== TASK OBJECTIVE ==
Could you copy each line of the entries that contains "Kreiloh"?

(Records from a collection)
BEGIN

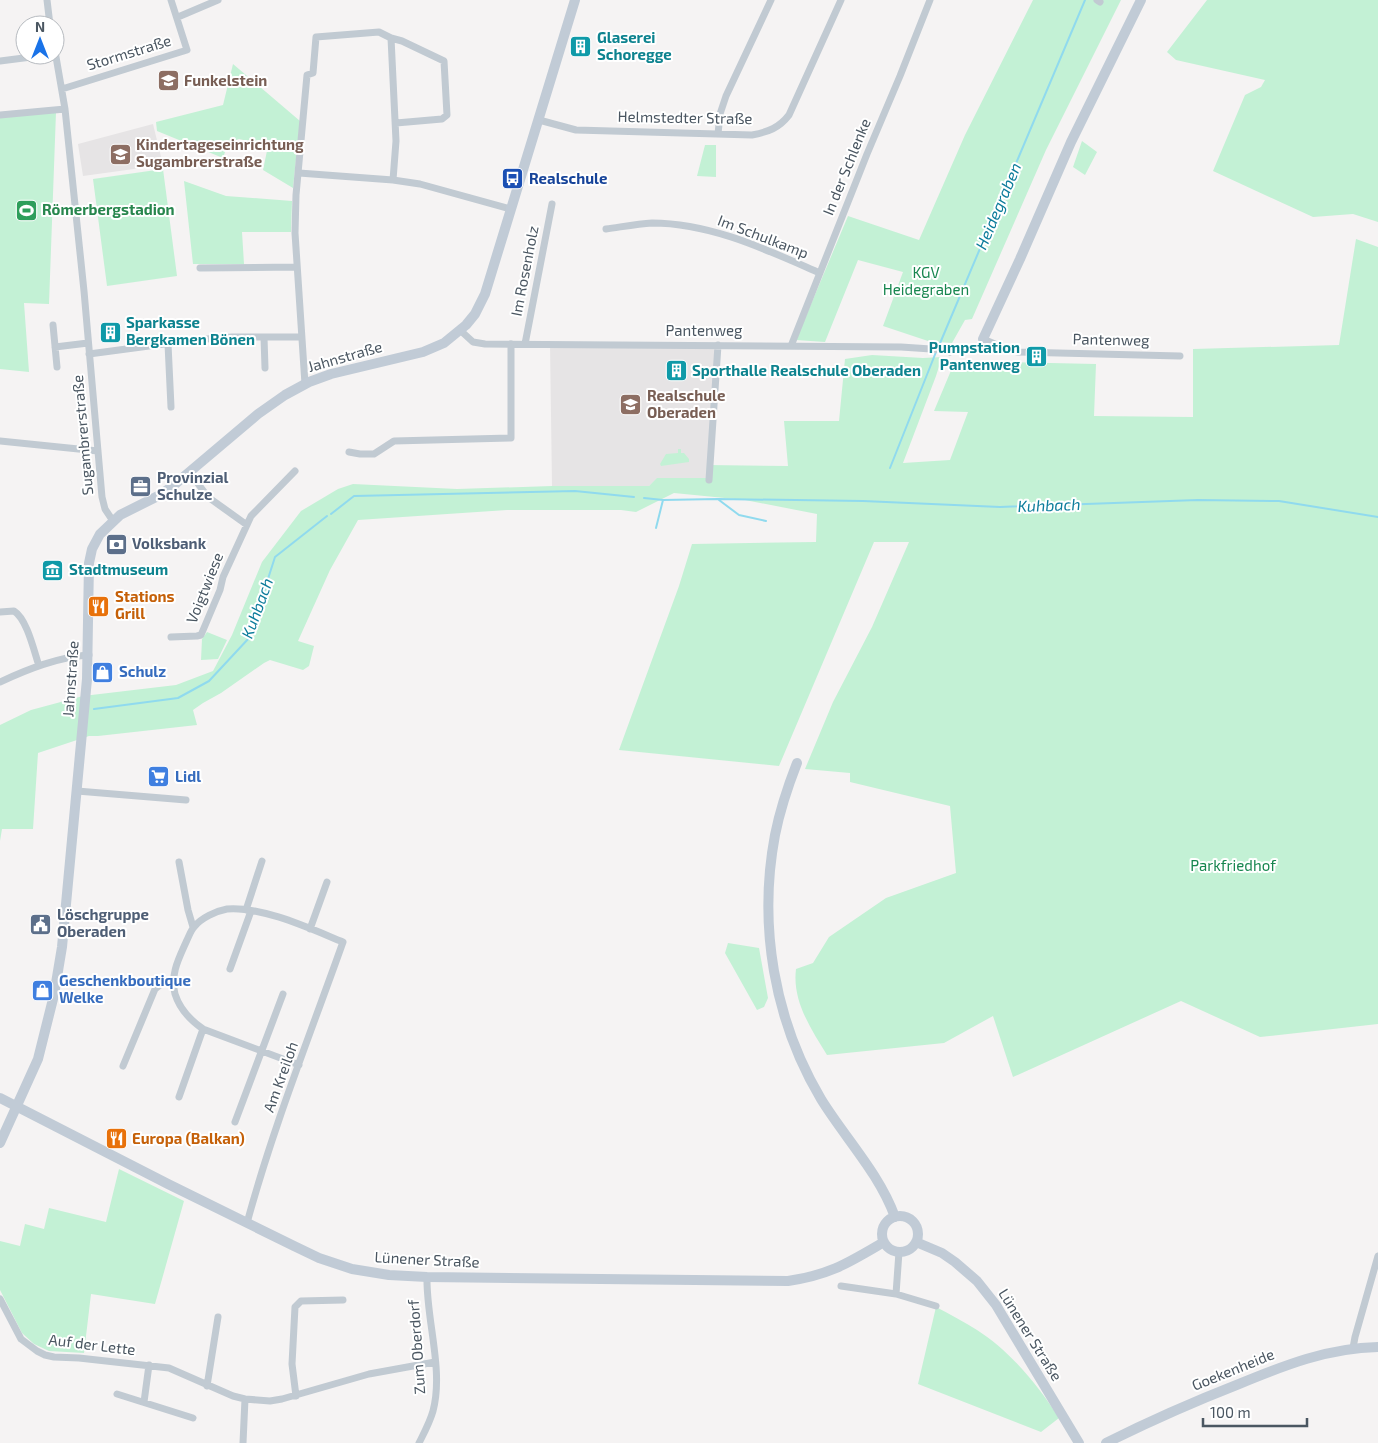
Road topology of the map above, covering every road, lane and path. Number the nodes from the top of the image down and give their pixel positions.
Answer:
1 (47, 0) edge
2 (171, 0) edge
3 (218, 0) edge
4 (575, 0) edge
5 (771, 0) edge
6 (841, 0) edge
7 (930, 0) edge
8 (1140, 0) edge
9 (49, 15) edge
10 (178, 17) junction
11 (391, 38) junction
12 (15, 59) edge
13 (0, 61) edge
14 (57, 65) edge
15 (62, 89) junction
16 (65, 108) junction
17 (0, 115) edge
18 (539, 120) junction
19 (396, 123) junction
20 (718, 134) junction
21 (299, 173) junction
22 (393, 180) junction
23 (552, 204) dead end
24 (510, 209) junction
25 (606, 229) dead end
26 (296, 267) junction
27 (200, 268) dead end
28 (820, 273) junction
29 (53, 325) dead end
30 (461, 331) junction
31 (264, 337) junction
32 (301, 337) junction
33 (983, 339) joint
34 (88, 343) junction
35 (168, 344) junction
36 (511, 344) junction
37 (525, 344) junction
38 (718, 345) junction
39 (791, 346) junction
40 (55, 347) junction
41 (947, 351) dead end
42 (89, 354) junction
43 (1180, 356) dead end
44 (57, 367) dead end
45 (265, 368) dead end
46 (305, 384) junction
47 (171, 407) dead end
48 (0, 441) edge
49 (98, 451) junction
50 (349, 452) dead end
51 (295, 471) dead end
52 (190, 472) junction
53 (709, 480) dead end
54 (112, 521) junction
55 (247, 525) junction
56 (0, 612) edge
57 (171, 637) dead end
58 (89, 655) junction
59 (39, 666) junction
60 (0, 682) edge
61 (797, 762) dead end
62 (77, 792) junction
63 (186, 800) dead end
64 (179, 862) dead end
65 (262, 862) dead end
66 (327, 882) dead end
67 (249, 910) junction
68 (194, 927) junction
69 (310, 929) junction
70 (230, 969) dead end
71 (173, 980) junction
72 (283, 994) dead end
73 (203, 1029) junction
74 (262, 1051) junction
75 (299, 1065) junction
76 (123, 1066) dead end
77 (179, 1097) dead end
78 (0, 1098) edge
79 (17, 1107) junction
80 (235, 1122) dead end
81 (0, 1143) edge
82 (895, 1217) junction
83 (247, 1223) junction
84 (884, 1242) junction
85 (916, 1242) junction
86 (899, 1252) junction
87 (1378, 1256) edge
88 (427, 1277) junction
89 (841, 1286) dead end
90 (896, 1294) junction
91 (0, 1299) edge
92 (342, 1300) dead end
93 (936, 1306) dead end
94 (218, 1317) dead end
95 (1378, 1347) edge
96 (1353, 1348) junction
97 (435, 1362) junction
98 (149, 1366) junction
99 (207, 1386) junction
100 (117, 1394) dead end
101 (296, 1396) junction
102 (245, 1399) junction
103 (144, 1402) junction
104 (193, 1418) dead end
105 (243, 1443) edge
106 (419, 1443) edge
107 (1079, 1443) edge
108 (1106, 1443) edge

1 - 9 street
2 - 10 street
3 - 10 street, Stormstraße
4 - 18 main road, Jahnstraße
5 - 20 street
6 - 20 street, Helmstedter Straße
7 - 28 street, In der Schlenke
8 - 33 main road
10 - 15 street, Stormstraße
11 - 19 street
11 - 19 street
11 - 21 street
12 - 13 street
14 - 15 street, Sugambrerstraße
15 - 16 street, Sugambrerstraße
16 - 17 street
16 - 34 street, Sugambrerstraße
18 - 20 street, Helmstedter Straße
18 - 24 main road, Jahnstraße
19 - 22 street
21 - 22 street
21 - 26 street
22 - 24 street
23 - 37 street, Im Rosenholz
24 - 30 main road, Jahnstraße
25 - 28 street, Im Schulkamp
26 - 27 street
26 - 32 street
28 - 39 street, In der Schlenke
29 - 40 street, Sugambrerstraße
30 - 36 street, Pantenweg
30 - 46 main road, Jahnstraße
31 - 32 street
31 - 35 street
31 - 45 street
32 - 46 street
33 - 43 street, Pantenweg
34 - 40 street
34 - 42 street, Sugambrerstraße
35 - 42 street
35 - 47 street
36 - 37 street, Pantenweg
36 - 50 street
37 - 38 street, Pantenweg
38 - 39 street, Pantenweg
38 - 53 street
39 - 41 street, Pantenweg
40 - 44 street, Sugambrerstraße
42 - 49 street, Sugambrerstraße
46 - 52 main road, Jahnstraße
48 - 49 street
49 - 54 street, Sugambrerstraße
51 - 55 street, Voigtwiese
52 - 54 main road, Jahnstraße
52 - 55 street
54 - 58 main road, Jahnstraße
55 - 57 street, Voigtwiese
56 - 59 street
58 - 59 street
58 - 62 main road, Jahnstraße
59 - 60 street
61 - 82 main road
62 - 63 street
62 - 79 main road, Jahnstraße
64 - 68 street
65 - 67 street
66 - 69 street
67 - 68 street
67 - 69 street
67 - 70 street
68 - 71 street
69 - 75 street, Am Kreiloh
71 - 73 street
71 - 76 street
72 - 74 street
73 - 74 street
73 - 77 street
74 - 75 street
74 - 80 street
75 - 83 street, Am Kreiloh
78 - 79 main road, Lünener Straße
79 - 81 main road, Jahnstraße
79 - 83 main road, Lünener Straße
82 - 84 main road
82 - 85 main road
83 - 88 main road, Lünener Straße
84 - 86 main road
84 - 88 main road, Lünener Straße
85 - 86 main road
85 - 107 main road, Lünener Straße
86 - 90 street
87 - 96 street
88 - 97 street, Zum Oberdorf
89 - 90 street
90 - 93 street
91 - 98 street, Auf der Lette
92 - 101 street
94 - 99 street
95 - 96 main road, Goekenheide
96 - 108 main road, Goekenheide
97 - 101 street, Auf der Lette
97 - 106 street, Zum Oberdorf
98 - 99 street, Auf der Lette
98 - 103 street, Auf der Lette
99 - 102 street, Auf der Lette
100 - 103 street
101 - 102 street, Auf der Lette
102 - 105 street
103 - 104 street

END

== RESPONSE TO THE TASK ==
69 - 75 street, Am Kreiloh
75 - 83 street, Am Kreiloh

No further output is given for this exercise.